To spark some ideas for tackling my second doc exams and the upcoming dissertation, I visited SimplicityArchive,  the site I created for my masters thesis (the last grad school milestone I survived).  Reading through the blog provided me with a lot insight into my thoughts at that time and made me realize how valuable it was to have that documented. Hence this post.

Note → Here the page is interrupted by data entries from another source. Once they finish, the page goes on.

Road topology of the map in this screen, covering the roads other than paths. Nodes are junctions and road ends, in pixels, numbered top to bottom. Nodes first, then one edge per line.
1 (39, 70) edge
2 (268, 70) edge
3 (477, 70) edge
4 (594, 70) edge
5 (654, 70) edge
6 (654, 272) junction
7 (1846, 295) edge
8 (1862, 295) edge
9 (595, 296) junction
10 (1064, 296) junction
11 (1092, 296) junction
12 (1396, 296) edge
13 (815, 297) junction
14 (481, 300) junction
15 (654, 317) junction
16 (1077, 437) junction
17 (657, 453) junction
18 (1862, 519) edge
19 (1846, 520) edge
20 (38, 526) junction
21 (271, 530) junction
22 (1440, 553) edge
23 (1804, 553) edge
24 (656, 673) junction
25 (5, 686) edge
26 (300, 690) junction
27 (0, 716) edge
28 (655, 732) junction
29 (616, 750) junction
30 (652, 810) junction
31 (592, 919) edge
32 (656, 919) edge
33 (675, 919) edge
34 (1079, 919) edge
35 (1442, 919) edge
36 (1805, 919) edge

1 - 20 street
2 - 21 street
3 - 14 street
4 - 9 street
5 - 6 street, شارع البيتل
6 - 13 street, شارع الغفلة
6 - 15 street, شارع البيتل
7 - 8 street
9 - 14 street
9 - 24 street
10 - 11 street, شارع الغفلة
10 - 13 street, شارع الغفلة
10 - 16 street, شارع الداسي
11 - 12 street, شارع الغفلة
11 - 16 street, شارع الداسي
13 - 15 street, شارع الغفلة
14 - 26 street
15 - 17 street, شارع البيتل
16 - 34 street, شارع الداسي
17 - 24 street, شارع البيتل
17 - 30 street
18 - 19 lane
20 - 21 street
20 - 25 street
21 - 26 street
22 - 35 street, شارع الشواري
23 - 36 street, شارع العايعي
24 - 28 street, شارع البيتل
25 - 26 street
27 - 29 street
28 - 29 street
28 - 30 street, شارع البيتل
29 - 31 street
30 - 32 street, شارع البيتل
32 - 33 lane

The Writing Thing, the dreaded writing thing. As academics, scholars, researchers, and, arguably just as a normal person, it is invaluable to document your mental processes when trying to accomplish a big thing like a dissertation. I use the word THING because really, writing a dissertation (or any project) is many things. It is writing. It is reading. Its conversations, its thoughts, its drawings, its mapping, its research. The list goes on… And even though its many many things, when going through the process of all the thing, a process that will likely take years (ah), its good and helpful to have consistent documentation of what’s going on. And, unfortunately, that documentation is typically written in some fashion.

Reading my blog posts about Stuff and Csikszentmihalyi reminds me of all those ideas that I was so close to at that time. The writing acts as a mental time capsule that seems so hard to put together but really really helps when you’re looking back and trying to remember what those people said and what you thought about their ideas. And taking 30 minutes to bang out a blog post about it will save you 30+ minutes of remembering and looking things up in the future.